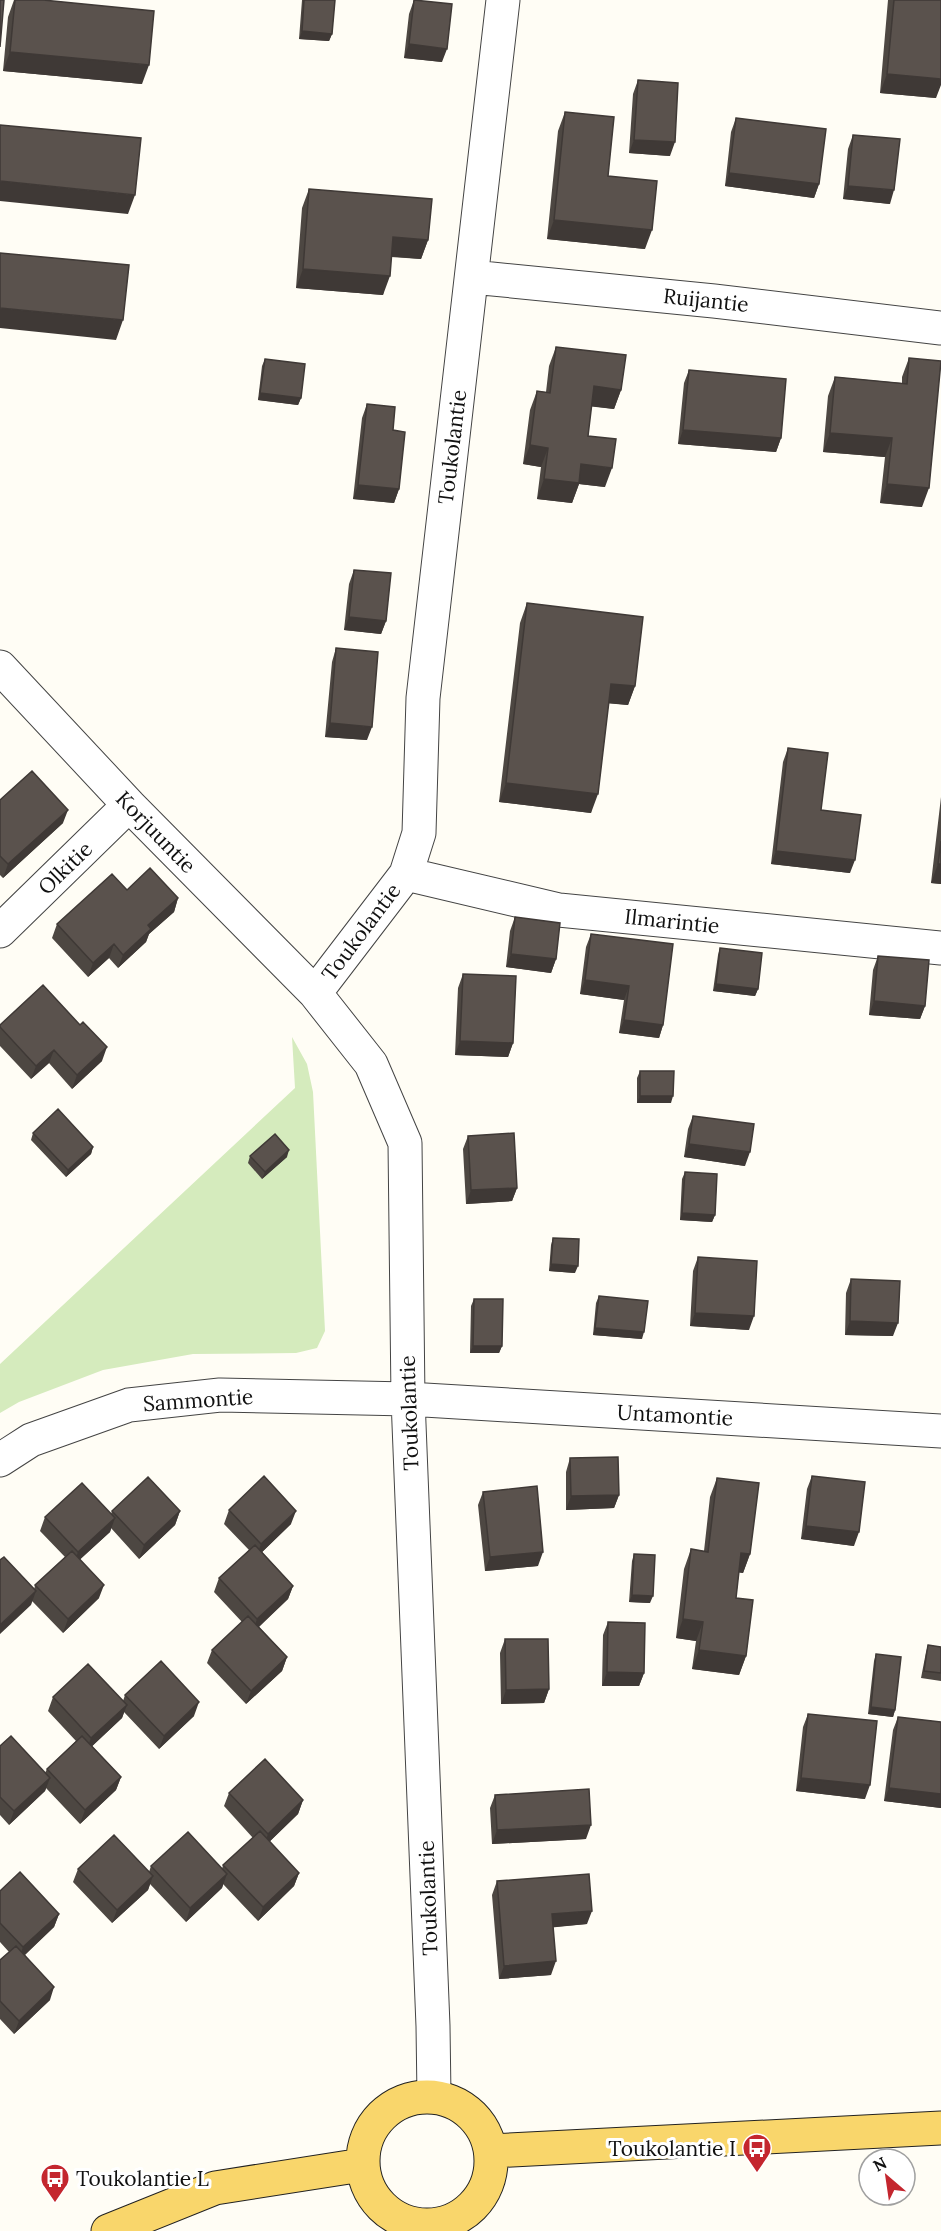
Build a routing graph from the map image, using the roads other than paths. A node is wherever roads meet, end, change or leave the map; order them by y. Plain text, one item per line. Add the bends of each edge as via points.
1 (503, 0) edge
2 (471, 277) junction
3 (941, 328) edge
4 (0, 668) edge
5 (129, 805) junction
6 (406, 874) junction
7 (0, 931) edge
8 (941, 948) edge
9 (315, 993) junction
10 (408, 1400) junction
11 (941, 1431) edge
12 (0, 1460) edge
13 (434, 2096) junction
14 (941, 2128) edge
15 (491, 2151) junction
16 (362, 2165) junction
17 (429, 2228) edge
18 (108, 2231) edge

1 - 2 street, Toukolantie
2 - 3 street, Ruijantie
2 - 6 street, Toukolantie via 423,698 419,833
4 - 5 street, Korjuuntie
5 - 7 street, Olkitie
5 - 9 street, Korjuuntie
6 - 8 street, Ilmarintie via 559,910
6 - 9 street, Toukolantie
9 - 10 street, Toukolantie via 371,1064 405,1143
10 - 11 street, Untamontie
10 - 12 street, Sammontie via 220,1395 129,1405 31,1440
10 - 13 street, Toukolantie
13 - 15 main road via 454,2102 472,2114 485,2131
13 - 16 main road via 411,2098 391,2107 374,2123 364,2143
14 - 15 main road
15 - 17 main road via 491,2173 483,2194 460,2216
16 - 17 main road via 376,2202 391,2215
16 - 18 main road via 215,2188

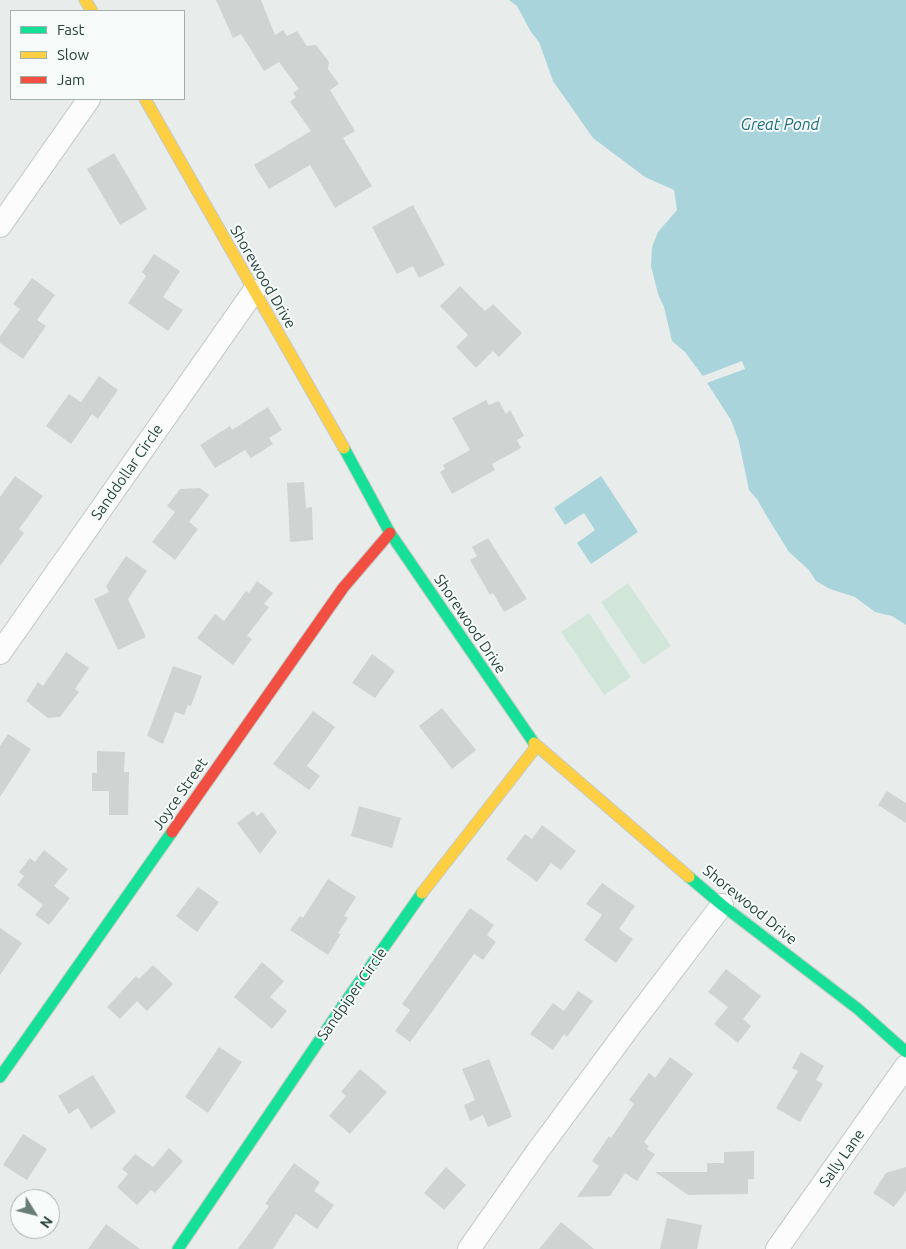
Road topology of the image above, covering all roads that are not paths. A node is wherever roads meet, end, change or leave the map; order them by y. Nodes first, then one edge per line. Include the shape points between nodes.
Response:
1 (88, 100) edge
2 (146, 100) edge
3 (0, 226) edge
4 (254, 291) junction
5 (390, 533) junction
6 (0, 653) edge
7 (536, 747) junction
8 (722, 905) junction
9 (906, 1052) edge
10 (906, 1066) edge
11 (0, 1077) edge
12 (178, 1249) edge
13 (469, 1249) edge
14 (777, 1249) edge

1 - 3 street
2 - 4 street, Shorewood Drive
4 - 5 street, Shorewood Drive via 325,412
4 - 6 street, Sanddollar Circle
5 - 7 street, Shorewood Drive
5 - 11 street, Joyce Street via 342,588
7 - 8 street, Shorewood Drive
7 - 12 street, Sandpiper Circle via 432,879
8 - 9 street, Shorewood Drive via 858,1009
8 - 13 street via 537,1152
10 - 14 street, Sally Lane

***

» Directions
Retype all of the material above precisely as it reads. Pictures are not part of the copy.

» Completed task
Build a routing graph from the map image, using the roads other than paths. A node is wherever roads meet, end, change or leave the map; order them by y. Plain text, one item per line. Add the bends of each edge as via points.
1 (503, 0) edge
2 (471, 277) junction
3 (941, 328) edge
4 (0, 668) edge
5 (129, 805) junction
6 (406, 874) junction
7 (0, 931) edge
8 (941, 948) edge
9 (315, 993) junction
10 (408, 1400) junction
11 (941, 1431) edge
12 (0, 1460) edge
13 (434, 2096) junction
14 (941, 2128) edge
15 (491, 2151) junction
16 (362, 2165) junction
17 (429, 2228) edge
18 (108, 2231) edge

1 - 2 street, Toukolantie
2 - 3 street, Ruijantie
2 - 6 street, Toukolantie via 423,698 419,833
4 - 5 street, Korjuuntie
5 - 7 street, Olkitie
5 - 9 street, Korjuuntie
6 - 8 street, Ilmarintie via 559,910
6 - 9 street, Toukolantie
9 - 10 street, Toukolantie via 371,1064 405,1143
10 - 11 street, Untamontie
10 - 12 street, Sammontie via 220,1395 129,1405 31,1440
10 - 13 street, Toukolantie
13 - 15 main road via 454,2102 472,2114 485,2131
13 - 16 main road via 411,2098 391,2107 374,2123 364,2143
14 - 15 main road
15 - 17 main road via 491,2173 483,2194 460,2216
16 - 17 main road via 376,2202 391,2215
16 - 18 main road via 215,2188

Road topology of the image above, covering all roads that are not paths. A node is wherever roads meet, end, change or leave the map; order them by y. Nodes first, then one edge per line. Include the shape points between nodes.
Response:
1 (88, 100) edge
2 (146, 100) edge
3 (0, 226) edge
4 (254, 291) junction
5 (390, 533) junction
6 (0, 653) edge
7 (536, 747) junction
8 (722, 905) junction
9 (906, 1052) edge
10 (906, 1066) edge
11 (0, 1077) edge
12 (178, 1249) edge
13 (469, 1249) edge
14 (777, 1249) edge

1 - 3 street
2 - 4 street, Shorewood Drive
4 - 5 street, Shorewood Drive via 325,412
4 - 6 street, Sanddollar Circle
5 - 7 street, Shorewood Drive
5 - 11 street, Joyce Street via 342,588
7 - 8 street, Shorewood Drive
7 - 12 street, Sandpiper Circle via 432,879
8 - 9 street, Shorewood Drive via 858,1009
8 - 13 street via 537,1152
10 - 14 street, Sally Lane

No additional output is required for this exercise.